Principle of CredulityIn the introduction of his book The Evolution of the Soul, Philosopher Richard Swinburne lays out some key principles we all use in our reasoning. The first is the Principle of Credulity. Swinburne defines it as "in the absence of counter-evidence probably things are as they seem to be."1 This principle holds that we should basically trust what our senses tell us. While sometimes our sense can be wrong, we trust them to tell us true things about the world, for that's simply how we observe the world. As Swinburne points out:
Without this principle, there can be no knowledge at all. If you cannot suppose thigs are as they seem to be unless further evidence is brought forward—e.g. that in the past in certain respects things were as they seemed to be, the question will arise as to why you should suppose the latter evidence to be reliable. If ‘it seems to be' is good enough evidence in the latter case, it ought to be good reason to start with. And if ‘it seems to be' is not good enough reason in the latter case, we are embarked on an infinite regress and no claim to believe anything with justification will be correct.2This is the key point in when debating with a person who will only accept something based on evidence or that evidence only counts if it is scientifically testable.

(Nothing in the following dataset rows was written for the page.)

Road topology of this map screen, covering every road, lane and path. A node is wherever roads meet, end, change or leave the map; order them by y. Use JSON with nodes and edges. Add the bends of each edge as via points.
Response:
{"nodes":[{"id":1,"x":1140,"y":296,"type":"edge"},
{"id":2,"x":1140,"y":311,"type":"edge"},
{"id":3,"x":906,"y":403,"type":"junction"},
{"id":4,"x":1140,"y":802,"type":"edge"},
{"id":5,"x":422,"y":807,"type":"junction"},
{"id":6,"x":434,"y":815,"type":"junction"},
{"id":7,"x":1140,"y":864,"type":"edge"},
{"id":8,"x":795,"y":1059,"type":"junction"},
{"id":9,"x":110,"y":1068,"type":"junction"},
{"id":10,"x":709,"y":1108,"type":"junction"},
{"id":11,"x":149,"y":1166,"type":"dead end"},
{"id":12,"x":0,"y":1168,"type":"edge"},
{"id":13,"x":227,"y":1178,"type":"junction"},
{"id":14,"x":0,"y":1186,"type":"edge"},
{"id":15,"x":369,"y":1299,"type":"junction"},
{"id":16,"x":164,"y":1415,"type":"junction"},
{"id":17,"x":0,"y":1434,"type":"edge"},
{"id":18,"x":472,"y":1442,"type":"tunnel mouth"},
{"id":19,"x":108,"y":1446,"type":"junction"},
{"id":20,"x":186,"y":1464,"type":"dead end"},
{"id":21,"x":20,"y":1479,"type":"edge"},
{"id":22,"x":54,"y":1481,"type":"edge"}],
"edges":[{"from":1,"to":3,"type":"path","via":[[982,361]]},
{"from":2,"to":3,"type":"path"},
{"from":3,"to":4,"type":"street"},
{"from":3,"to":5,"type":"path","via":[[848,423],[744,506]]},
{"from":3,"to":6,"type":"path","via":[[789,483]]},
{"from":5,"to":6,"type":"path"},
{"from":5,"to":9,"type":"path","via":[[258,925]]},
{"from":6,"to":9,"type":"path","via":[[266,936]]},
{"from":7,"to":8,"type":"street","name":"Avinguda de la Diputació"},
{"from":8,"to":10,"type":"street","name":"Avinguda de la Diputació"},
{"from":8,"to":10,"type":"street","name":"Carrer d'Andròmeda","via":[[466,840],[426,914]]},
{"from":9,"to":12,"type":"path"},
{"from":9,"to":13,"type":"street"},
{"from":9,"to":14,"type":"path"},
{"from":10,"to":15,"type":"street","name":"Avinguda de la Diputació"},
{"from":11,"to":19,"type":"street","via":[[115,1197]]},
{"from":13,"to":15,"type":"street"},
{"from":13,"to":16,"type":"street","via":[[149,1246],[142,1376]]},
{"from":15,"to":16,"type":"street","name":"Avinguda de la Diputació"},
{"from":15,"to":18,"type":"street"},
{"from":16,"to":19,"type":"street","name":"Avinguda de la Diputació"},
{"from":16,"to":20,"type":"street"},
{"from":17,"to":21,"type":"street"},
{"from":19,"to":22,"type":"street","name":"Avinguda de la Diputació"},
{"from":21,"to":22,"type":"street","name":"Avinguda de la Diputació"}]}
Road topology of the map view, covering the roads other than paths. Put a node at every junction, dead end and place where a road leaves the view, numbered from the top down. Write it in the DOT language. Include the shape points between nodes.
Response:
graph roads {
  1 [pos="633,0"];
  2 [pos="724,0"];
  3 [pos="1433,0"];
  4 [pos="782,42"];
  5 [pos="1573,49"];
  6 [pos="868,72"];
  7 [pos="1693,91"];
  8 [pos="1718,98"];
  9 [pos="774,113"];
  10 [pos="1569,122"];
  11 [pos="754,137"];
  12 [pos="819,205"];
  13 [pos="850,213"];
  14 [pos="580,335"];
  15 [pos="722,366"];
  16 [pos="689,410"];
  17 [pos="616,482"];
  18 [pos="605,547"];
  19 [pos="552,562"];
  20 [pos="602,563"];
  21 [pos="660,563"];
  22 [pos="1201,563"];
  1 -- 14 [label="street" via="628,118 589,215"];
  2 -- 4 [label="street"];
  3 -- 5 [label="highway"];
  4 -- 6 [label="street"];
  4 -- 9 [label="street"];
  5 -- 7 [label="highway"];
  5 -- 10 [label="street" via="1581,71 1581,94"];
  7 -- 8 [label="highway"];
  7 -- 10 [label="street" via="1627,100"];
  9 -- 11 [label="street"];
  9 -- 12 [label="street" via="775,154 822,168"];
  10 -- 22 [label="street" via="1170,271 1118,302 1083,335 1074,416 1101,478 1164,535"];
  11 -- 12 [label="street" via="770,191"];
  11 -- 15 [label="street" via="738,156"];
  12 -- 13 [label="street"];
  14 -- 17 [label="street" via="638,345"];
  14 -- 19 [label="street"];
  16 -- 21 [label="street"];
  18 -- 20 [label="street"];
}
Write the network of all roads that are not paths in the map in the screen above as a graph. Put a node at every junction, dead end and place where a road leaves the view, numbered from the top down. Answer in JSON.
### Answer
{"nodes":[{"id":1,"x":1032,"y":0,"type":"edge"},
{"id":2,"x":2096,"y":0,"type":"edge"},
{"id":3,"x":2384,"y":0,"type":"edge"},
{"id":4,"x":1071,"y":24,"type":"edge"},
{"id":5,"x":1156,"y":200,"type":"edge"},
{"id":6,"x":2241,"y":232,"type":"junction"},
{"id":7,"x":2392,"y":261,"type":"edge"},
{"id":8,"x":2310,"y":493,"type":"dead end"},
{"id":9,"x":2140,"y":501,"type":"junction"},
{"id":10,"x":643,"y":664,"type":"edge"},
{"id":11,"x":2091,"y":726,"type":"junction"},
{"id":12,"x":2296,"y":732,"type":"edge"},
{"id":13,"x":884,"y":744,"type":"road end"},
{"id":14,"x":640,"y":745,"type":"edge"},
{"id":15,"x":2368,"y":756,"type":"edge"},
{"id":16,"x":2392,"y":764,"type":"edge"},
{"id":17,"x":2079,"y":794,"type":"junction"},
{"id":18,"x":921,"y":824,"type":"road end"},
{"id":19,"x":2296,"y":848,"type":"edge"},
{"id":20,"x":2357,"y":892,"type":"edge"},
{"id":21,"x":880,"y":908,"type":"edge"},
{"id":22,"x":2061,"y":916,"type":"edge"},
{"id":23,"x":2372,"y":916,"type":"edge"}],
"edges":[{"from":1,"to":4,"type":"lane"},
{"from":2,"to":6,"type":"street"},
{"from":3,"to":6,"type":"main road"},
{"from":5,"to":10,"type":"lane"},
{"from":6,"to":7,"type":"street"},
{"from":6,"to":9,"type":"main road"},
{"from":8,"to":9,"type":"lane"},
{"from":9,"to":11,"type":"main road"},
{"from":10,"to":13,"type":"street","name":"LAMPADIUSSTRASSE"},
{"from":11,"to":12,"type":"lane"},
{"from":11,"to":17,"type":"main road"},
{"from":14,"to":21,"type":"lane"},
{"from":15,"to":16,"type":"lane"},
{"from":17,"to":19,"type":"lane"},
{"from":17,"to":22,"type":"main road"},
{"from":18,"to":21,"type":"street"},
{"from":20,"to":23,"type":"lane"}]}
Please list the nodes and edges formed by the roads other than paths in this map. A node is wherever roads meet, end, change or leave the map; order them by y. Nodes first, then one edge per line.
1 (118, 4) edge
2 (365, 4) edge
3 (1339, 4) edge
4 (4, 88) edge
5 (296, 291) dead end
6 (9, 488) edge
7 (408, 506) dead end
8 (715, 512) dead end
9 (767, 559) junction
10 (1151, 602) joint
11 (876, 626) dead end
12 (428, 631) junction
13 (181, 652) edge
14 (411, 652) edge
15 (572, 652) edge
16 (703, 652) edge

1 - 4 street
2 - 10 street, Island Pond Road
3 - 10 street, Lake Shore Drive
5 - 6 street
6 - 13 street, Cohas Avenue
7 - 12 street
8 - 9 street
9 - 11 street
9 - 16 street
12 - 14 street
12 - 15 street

What Counts as Evidence?Take a claim like the one Paul made in 1 Cor. 15:5-7 that the resurrected Jesus appeared to Peter, then all of the apostles, then to James, and then to five hundred people, and lastly to Paul himself. Paul is offering evidence in the form of eyewitness testimony, both his own and of others. If one discounts that as evidence, by what criteria are they doing so? If it is because eyewitnesses can get things wrong, then why ever allow them in courts? What about scientist who base all of their research on visual observation of events or instruments. Doesn't it follow that their eyes could deceive them as well?
The objector might claim, "My problem with that testimony is we simply don't observe people rising from the dead!" But that objection really begs the question, as Swinburne notes. If observation cannot be trusted, why should we trust the observation that people don't rise from the dead? Maybe they have in the past and we missed it!
If you press for evidence before you believe anything, you will never reach a starting point. There is always the question of "What is the evidence that backs up the evidence you're presenting? Why should I believe that to be true?" It becomes as Swinburne said an infinite regress, where one can never justify anything at all.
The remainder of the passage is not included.